►

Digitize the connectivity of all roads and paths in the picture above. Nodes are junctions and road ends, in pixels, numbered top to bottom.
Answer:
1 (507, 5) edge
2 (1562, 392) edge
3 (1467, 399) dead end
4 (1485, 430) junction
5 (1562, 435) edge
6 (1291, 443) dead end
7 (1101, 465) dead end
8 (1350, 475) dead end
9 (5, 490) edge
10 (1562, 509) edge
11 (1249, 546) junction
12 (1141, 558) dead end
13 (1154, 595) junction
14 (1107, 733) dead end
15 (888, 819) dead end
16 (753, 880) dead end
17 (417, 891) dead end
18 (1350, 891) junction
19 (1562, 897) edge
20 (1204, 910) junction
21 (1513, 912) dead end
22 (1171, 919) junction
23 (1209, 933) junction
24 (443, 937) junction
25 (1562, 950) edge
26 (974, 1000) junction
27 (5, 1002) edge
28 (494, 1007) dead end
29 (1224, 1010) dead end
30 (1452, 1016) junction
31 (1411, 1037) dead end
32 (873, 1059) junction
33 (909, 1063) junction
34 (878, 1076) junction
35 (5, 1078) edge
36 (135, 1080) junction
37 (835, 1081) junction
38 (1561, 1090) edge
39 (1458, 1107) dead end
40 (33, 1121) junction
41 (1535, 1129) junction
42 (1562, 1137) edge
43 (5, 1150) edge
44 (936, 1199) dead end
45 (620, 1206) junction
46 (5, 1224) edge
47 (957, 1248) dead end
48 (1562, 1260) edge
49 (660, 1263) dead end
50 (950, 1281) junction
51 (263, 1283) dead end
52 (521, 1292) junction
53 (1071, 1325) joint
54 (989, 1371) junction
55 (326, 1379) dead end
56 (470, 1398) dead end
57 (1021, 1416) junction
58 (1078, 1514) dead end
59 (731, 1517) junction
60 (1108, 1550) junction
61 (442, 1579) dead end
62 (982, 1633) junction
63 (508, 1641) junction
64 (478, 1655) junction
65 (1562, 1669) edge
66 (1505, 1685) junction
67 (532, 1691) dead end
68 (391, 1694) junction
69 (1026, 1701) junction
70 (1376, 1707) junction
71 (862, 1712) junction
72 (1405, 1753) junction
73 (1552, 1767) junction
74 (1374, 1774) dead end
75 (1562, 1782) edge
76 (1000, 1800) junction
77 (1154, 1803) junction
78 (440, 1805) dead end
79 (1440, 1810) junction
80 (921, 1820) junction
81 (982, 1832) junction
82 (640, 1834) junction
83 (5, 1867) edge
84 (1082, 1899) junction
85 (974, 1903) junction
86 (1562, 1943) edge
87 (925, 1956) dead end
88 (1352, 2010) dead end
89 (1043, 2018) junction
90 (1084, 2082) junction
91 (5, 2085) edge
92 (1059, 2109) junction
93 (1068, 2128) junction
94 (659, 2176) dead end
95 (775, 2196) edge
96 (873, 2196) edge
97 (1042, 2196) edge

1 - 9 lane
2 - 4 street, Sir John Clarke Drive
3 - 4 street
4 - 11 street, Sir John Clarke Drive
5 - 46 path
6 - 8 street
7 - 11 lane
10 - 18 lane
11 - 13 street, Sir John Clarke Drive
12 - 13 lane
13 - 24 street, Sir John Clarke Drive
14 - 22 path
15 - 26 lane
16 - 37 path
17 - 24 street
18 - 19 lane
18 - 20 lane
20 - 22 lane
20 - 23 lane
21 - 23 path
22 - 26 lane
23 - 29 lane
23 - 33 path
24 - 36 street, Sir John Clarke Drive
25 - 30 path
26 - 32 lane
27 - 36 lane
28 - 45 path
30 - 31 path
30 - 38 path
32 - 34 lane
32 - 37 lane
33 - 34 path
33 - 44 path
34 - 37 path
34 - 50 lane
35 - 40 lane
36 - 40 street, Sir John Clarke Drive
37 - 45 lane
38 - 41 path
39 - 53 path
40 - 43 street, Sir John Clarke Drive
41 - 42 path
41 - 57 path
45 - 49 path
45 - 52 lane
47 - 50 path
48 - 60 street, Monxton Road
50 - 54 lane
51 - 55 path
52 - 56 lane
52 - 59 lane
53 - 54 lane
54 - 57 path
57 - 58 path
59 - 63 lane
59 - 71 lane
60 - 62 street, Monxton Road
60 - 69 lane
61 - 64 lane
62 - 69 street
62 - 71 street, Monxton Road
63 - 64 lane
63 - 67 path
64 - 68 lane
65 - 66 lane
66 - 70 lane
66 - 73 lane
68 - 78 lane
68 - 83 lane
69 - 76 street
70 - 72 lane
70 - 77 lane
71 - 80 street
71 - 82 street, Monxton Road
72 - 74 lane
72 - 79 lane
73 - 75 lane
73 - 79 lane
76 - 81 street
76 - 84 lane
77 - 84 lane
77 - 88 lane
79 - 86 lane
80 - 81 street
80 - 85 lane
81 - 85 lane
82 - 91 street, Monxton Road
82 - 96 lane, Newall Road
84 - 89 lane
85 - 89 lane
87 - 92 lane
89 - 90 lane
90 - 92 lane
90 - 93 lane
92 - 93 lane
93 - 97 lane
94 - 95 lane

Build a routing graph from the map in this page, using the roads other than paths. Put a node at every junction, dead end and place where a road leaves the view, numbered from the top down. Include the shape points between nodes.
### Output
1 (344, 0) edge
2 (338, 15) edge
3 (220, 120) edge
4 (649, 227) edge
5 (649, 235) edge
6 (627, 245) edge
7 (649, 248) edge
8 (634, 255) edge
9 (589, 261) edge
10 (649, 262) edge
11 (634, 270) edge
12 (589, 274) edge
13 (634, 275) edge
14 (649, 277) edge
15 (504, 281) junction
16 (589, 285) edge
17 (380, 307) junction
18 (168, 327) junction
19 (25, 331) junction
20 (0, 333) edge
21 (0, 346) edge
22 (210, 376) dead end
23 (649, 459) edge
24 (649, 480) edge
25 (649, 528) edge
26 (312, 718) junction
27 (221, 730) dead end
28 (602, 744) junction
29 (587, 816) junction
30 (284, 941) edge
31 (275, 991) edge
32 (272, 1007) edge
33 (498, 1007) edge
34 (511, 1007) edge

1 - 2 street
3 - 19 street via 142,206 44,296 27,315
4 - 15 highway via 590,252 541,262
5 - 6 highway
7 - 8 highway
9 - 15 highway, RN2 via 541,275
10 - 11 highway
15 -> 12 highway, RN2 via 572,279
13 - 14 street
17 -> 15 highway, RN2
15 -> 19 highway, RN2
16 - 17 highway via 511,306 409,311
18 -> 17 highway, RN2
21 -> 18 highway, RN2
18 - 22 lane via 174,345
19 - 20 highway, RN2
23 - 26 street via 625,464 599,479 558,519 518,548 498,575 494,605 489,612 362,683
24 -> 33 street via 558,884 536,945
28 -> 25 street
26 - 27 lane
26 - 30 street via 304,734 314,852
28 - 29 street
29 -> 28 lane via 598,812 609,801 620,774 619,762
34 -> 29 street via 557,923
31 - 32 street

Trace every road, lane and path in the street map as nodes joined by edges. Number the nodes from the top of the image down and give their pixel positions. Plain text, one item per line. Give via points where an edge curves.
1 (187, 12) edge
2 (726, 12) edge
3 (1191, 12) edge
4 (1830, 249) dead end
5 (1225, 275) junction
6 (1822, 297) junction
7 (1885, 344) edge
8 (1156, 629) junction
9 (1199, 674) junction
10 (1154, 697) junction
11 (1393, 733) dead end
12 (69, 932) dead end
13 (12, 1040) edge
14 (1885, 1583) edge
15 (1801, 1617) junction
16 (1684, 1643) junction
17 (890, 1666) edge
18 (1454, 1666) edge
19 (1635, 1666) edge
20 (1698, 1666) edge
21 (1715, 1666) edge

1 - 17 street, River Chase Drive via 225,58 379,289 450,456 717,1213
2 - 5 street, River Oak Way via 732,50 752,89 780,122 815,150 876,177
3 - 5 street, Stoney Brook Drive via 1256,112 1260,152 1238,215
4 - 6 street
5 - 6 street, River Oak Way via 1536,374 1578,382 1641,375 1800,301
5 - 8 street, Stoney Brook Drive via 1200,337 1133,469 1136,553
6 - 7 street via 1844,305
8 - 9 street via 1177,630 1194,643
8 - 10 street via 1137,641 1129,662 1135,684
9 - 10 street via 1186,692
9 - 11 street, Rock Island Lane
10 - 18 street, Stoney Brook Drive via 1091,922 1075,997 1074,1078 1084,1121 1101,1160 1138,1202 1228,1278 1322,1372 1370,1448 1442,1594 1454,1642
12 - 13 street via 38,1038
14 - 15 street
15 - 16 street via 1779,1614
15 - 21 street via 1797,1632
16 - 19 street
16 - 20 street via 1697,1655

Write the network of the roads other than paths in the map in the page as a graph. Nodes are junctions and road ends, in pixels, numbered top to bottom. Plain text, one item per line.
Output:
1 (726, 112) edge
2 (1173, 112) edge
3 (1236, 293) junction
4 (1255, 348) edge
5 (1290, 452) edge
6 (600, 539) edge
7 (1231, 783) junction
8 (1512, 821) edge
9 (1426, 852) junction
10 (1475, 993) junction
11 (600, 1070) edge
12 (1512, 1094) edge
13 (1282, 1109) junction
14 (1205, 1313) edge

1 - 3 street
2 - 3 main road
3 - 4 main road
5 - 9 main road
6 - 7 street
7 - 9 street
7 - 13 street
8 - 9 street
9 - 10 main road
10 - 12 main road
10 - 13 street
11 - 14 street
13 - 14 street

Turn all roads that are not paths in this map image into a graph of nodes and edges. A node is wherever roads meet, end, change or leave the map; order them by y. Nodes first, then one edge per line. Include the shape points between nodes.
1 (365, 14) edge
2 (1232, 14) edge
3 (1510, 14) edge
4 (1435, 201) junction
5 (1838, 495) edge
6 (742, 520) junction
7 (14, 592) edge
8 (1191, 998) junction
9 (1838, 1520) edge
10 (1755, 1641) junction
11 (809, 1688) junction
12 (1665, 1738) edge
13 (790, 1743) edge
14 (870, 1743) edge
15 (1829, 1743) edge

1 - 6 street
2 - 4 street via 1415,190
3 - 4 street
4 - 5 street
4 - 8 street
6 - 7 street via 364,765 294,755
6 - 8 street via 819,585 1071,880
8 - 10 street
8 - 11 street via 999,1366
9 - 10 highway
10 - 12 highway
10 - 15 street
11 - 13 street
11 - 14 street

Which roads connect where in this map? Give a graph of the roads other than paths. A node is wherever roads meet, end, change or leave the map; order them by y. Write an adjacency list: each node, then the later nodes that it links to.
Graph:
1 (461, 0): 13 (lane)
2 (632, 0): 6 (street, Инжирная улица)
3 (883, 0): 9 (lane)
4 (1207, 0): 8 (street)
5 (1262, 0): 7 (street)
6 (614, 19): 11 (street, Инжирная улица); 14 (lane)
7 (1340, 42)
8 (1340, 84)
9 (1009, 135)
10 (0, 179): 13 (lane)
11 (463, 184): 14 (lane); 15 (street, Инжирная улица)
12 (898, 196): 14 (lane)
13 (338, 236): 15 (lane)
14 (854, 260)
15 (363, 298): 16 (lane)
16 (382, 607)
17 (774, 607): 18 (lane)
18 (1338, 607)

◄

→ Assigned task
Say, as a single number and nothing more, how many lines of the entries contain the word "them".

→ Solution to the exercise
2